Паровоз, кстати, проходил между городом и пляжем, возле самого моря, и в памяти моей сохранилась эта счастливая триада детства: море, новое и молодое благодаря недавнему знакомству, поезд, идущий над пляжем, и груша, плавящаяся в руках. И всё это в мире, где еще жива мама, и ест одну за другой груши, а потом бежит в море, чтобы смыть грушевый сок, затекший в складку между грудями, наполнявшими шерстяной американский купальник, который я донашивала в отрочестве…
Накануне отъезда мы пошли в соседский сад покупать груши. Мама заранее договорилась с хозяйкой, и та обещала снять зимние груши «бера».
Мама принесла чемодан и торжественно поставила его перед хозяйкой:
— Вот. Не помнутся груши?
— Груша, как камень, будет, как мед. Слушай меня…
Они и вправду были как камень — зеленоватые, с тяжелыми задами и тонкими шеями.
— «Бера-дюшес», никто таких груш не имеет, мой дед садовник у князя был, сам сажал, — и она сделала величественный жест в сторону сада.
В саду серьезные кавказские дети работали — снимали для нас груши. Мальчик лет четырнадцати в красной рубашке стоял на лестнице. Нежным круговым движением он отвинчивал грушу от ветки, как перегоревшую электрическую лампочку, и передавал в руки моей ровесницы, с которой мы переглядывались из-за забора весь месяц, но так и не познакомились.
Грушевая хозяйка заботливо заворачивала каждую грушу в четвертинку газеты и укладывала по одной на дно чемодана. Мы помогали.
— Вы у Курсуа живете, да? — Она прекрасно знала, что мы живем у Курсуа. Но это было только зачало, как в старинных сказках. — У менгрелов нельзя квартиру снимать, грязный народ, культуры не понимает, горцы… но абхазы еще хуже, совсем дикие, как похороны у них, не поют — воют, как шакалы… И еда у них хуже, чем сванская… сванов не знаете, и дай бог не знать, бандиты, грабители… хуже чеченцев… — с газетным свертком в грубых руках она склонялась над чемоданом, шевеля своим грушевидным задом, — но чеченцев теперь нет, выселили всех, слава богу, еще бы выселили армян, хорошо было, торгуют, всё торгуют, богатые, и всё торгуют, не могут остановиться, такой жадный народ, армяшки соленые… нет на них турок, — она вдруг озарилась улыбкой, махнула рукой, — азербайджанцы у нас есть, они совсем как турки, злобные, ленивые, у нас, слава богу, мало живут, воры все, хуже цыган… а важные какие, тьфу! Особенно бакинские азербайджанцы, злые, как собаки… Хуже собак… Я правду говорю, мамой клянусь! И армяне, которые из Баку, такие же, как азербайджанцы… А тбилисские армяне, — она сокрушенно махнула рукой, поправила фартук, натянутый на животе, — я их к себе не пускаю, лучше уж евреи… У меня в том году такие евреи жили, не приведи бог, откуда такие берутся… хуже здешних… А грузины приезжали, ой, такую грязь развели, всё варили, жарили, две женщины из кухни не выходили, куру щиплют, перья летят во все стороны, и поют… чего поют? — Она наморщила лоб, обдумывая мысль. — Имеретинцы! Что с них возьмешь? Крестьяне, да? Никакой культуры, виноград грязными ногами топчут… А мнение о себе!

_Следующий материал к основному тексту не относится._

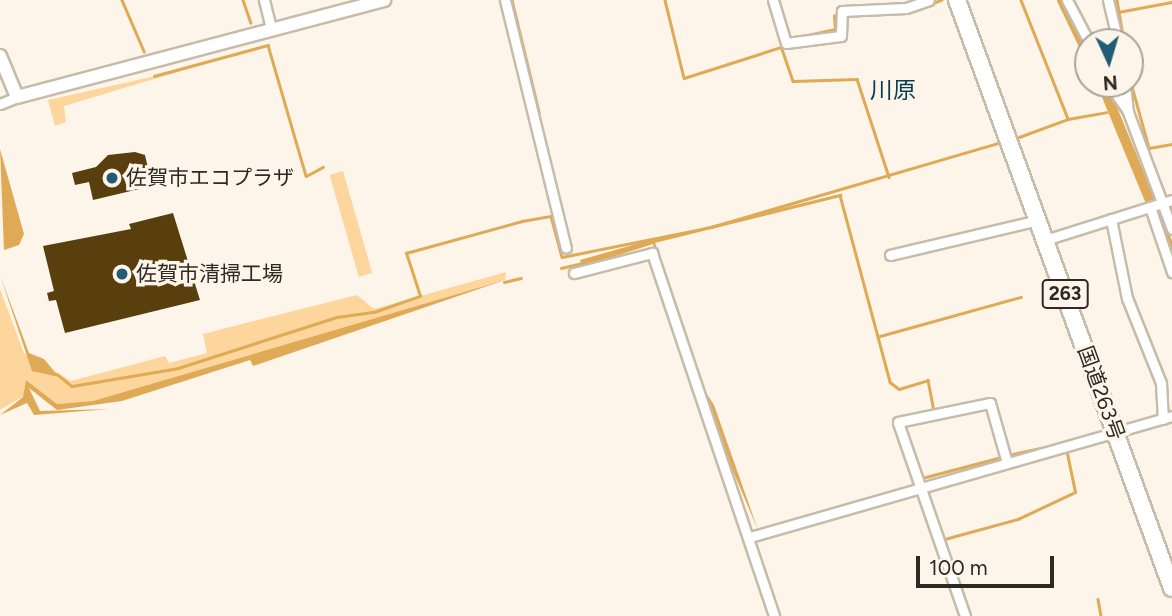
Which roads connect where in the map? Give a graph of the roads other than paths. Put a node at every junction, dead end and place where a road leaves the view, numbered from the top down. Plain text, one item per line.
1 (264, 0) edge
2 (384, 0) edge
3 (505, 0) edge
4 (773, 0) edge
5 (929, 0) edge
6 (957, 0) edge
7 (1067, 0) edge
8 (1108, 0) edge
9 (1082, 28) edge
10 (1115, 28) edge
11 (271, 29) junction
12 (0, 56) edge
13 (17, 97) junction
14 (1118, 98) edge
15 (1126, 98) edge
16 (0, 104) edge
17 (1128, 112) junction
18 (1167, 201) edge
19 (1150, 207) junction
20 (1111, 219) junction
21 (1038, 220) junction
22 (1172, 229) edge
23 (1045, 240) junction
24 (566, 248) dead end
25 (890, 255) dead end
26 (1172, 272) edge
27 (574, 273) dead end
28 (1167, 417) edge
29 (1116, 433) junction
30 (1005, 456) junction
31 (921, 486) junction
32 (755, 535) junction
33 (1172, 588) edge
34 (774, 616) edge
35 (965, 616) edge

1 - 11 street
2 - 11 street
3 - 24 street
4 - 5 street
6 - 21 highway, 国道263号 / 263
7 - 9 street
8 - 10 street
11 - 13 street
12 - 13 street
13 - 16 street
14 - 17 street
15 - 17 street
17 - 18 street
18 - 19 street
18 - 22 street
19 - 20 street
19 - 26 street
20 - 23 street
20 - 28 street
21 - 23 highway, 国道263号 / 263
21 - 25 street
23 - 29 highway, 国道263号 / 263
27 - 32 street
28 - 29 street
29 - 30 street
29 - 33 highway, 国道263号 / 263
30 - 31 street
30 - 31 street
31 - 32 street
31 - 35 street
32 - 34 street

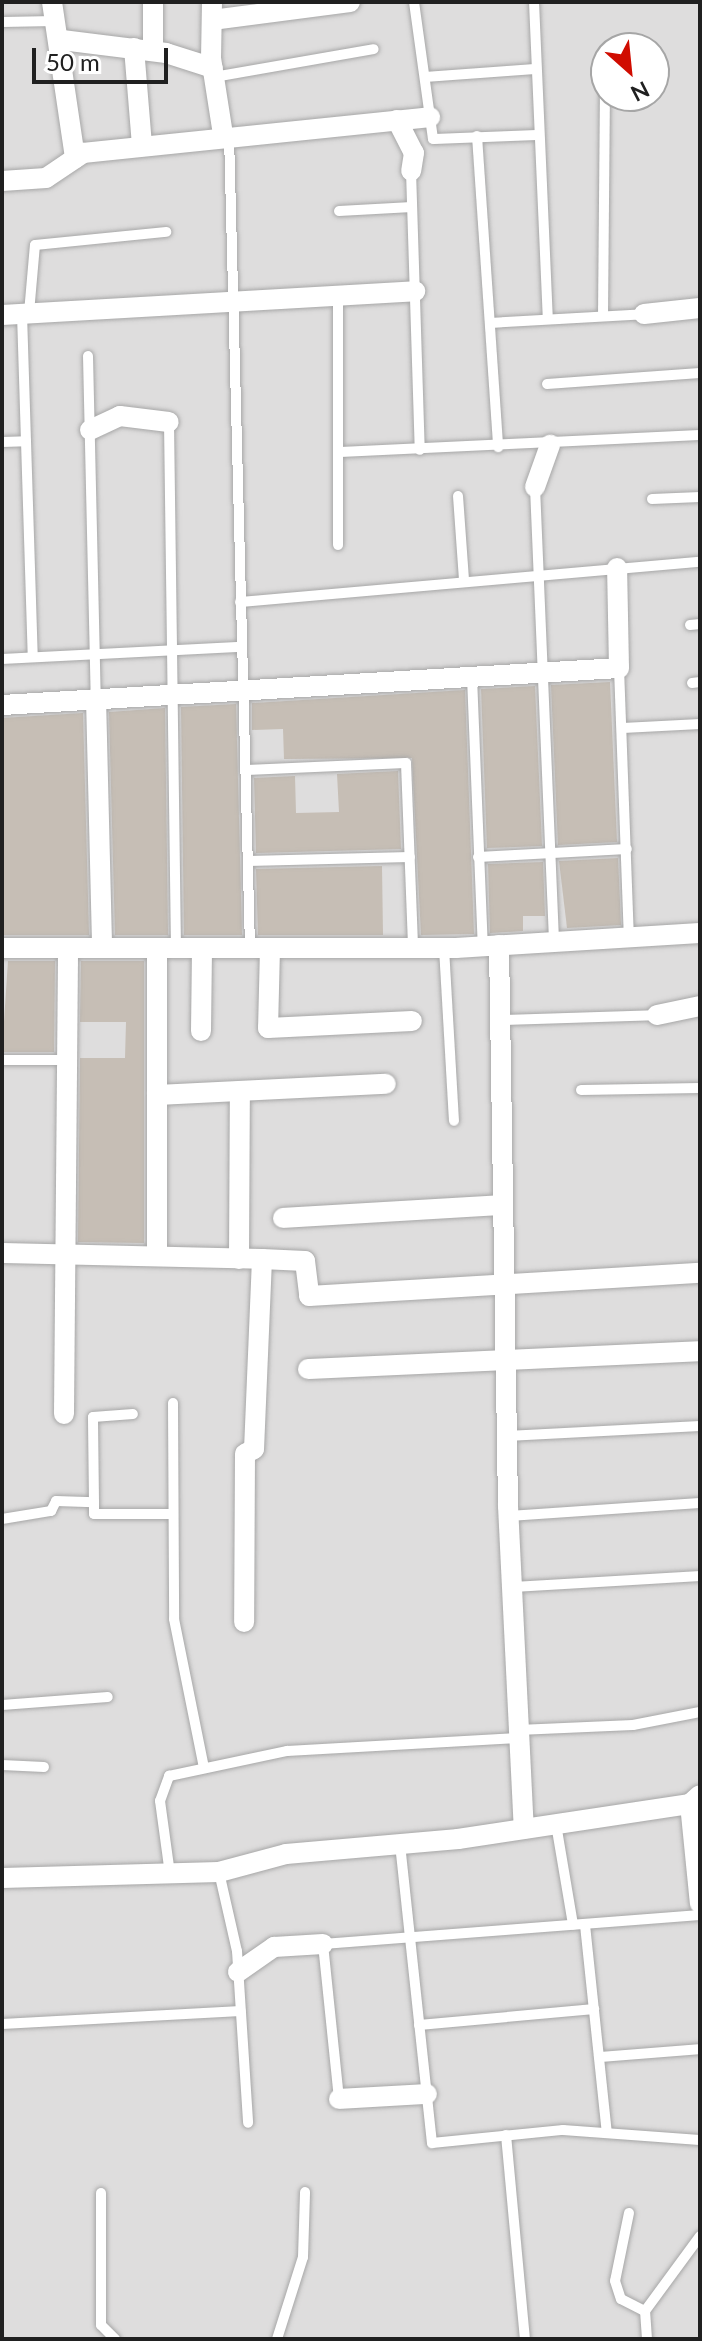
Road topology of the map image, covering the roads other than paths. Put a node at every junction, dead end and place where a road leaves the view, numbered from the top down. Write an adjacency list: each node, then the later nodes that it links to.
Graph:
1 (153, 2): 8 (street)
2 (350, 2): 5 (street)
3 (414, 2): 12 (lane)
4 (534, 2): 10 (lane)
5 (212, 11): 11 (street)
6 (57, 21): 7 (lane); 8 (street); 20 (street)
7 (2, 22)
8 (143, 49): 11 (street); 19 (street)
9 (374, 49): 11 (lane)
10 (535, 69): 12 (lane); 17 (lane)
11 (213, 73): 16 (street)
12 (425, 77): 14 (lane)
13 (605, 112): 32 (lane)
14 (430, 117): 15 (street); 18 (lane)
15 (397, 120): 16 (street); 21 (street)
16 (226, 135): 19 (street); 28 (lane)
17 (538, 135): 18 (lane); 33 (lane)
18 (477, 136): 34 (lane)
19 (142, 145): 20 (street)
20 (75, 158): 22 (street)
21 (411, 171): 23 (lane)
22 (2, 181)
23 (412, 207): 24 (lane); 26 (lane)
24 (339, 211)
25 (166, 232): 30 (lane)
26 (415, 291): 27 (street); 45 (lane)
27 (338, 293): 28 (street); 46 (lane)
28 (233, 300): 30 (street); 56 (lane)
29 (700, 308): 31 (street)
30 (18, 314): 41 (lane)
31 (644, 314): 32 (lane)
32 (603, 316): 33 (lane)
33 (548, 319): 34 (lane)
34 (490, 323): 44 (lane)
35 (88, 356): 39 (lane)
36 (700, 373): 37 (lane)
37 (547, 384)
38 (169, 422): 39 (street); 58 (lane)
39 (90, 430): 59 (lane)
40 (700, 435): 43 (lane)
41 (26, 441): 42 (lane); 60 (lane)
42 (2, 442)
43 (550, 445): 44 (lane); 47 (street)
44 (498, 447): 45 (lane)
45 (420, 450): 46 (lane)
46 (340, 452): 51 (lane)
47 (535, 487): 54 (lane)
48 (458, 496): 55 (lane)
49 (700, 497): 50 (lane)
50 (652, 499)
51 (338, 545)
52 (700, 562): 53 (lane)
53 (617, 568): 54 (lane); 62 (street)
54 (541, 573): 55 (lane); 63 (lane)
55 (464, 580): 56 (lane)
56 (240, 602): 57 (lane)
57 (242, 647): 58 (lane); 65 (lane)
58 (174, 650): 59 (lane); 66 (lane)
59 (95, 654): 60 (lane); 67 (lane)
60 (33, 657): 61 (lane)
61 (2, 659)
62 (619, 668): 63 (street); 70 (lane)
63 (547, 672): 64 (street); 73 (lane)
64 (472, 676): 65 (street); 75 (lane)
65 (244, 688): 66 (street); 71 (lane)
66 (175, 692): 67 (street); 84 (lane)
67 (96, 698): 68 (street); 83 (street)
68 (2, 705)
69 (700, 724): 70 (lane)
70 (623, 728): 72 (lane)
71 (246, 770): 74 (lane); 76 (lane)
72 (627, 849): 73 (lane); 78 (lane)
73 (551, 854): 75 (lane); 79 (lane)
74 (410, 857): 76 (lane); 87 (lane)
75 (478, 857): 80 (lane)
76 (248, 861): 86 (lane)
77 (700, 933): 78 (street)
78 (629, 937): 79 (street)
79 (554, 942): 80 (street)
80 (491, 946): 88 (street); 91 (street)
81 (2, 948): 82 (street)
82 (68, 948): 83 (street); 95 (street)
83 (102, 948): 84 (street)
84 (166, 948): 85 (street); 100 (street)
85 (202, 948): 86 (street); 93 (street)
86 (260, 948): 87 (street); 92 (street)
87 (413, 948): 88 (street)
88 (444, 948): 101 (lane)
89 (700, 1006): 90 (street)
90 (657, 1015): 91 (lane)
91 (501, 1020): 102 (street)
92 (412, 1021)
93 (201, 1031)
94 (2, 1060): 95 (lane)
95 (70, 1060): 105 (street)
96 (386, 1084): 99 (street)
97 (700, 1088): 98 (lane)
98 (581, 1090)
99 (240, 1091): 100 (street); 107 (street)
100 (157, 1095): 106 (street)
101 (454, 1121)
102 (503, 1205): 103 (street); 110 (street)
103 (283, 1218)
104 (2, 1253): 105 (street)
105 (67, 1254): 106 (street); 115 (street)
106 (157, 1256): 107 (street)
107 (239, 1259): 108 (street)
108 (262, 1259): 110 (street); 126 (street)
109 (700, 1273): 110 (street)
110 (505, 1283): 112 (street)
111 (700, 1351): 112 (street)
112 (506, 1359): 113 (street); 118 (street)
113 (308, 1369)
114 (173, 1403): 121 (lane)
115 (64, 1414)
116 (133, 1414): 119 (lane)
117 (700, 1426): 118 (lane)
118 (507, 1436): 122 (street)
119 (94, 1502): 121 (lane); 123 (lane)
120 (700, 1503): 122 (lane)
121 (170, 1514): 133 (lane)
122 (509, 1516): 125 (street)
123 (2, 1519)
124 (700, 1576): 125 (lane)
125 (514, 1587): 130 (street)
126 (244, 1622)
127 (108, 1697): 128 (lane)
128 (2, 1705)
129 (700, 1712): 130 (lane)
130 (518, 1734): 133 (lane); 136 (street)
131 (2, 1765): 132 (lane)
132 (44, 1767)
133 (204, 1768): 139 (lane)
134 (695, 1808): 135 (street); 141 (street)
135 (556, 1824): 136 (street); 143 (lane)
136 (524, 1829): 137 (street)
137 (400, 1844): 138 (street); 145 (lane)
138 (219, 1872): 139 (street); 147 (lane)
139 (170, 1874): 140 (street)
140 (2, 1878)
141 (700, 1904)
142 (700, 1915): 144 (lane)
143 (573, 1925): 144 (lane); 145 (lane)
144 (585, 1925): 148 (lane)
145 (409, 1934): 146 (lane); 151 (lane)
146 (323, 1944): 147 (street); 155 (lane)
147 (238, 1972): 149 (lane)
148 (594, 2009): 151 (lane); 153 (lane)
149 (241, 2011): 150 (lane); 156 (lane)
150 (2, 2024)
151 (419, 2025): 154 (lane)
152 (700, 2049): 153 (lane)
153 (599, 2057): 157 (lane)
154 (427, 2094): 155 (street); 158 (lane)
155 (339, 2099)
156 (248, 2123)
157 (607, 2133): 158 (lane); 159 (lane)
158 (506, 2135): 167 (lane)
159 (700, 2140)
160 (305, 2192): 166 (lane)
161 (101, 2193): 165 (lane)
162 (629, 2213): 164 (lane)
163 (700, 2236): 164 (lane)
164 (645, 2311): 168 (lane)
165 (115, 2339)
166 (277, 2339)
167 (525, 2339)
168 (647, 2339)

Мы с мамой переглядывались. Мама сжала губы и надула щеки — умирала от смеха. Чемодан наполнился до половины, но речь хозяйки всё не кончалась. Груши тоже не кончались, и не кончались кавказские народы…
Длинные серьги с красными кораллами мелко позвякивали в ушах. Мне она казалась старой — лет сорок или шестьдесят — и очень страшной: большие, в темной кожистой оправе глаза и золотые зубы.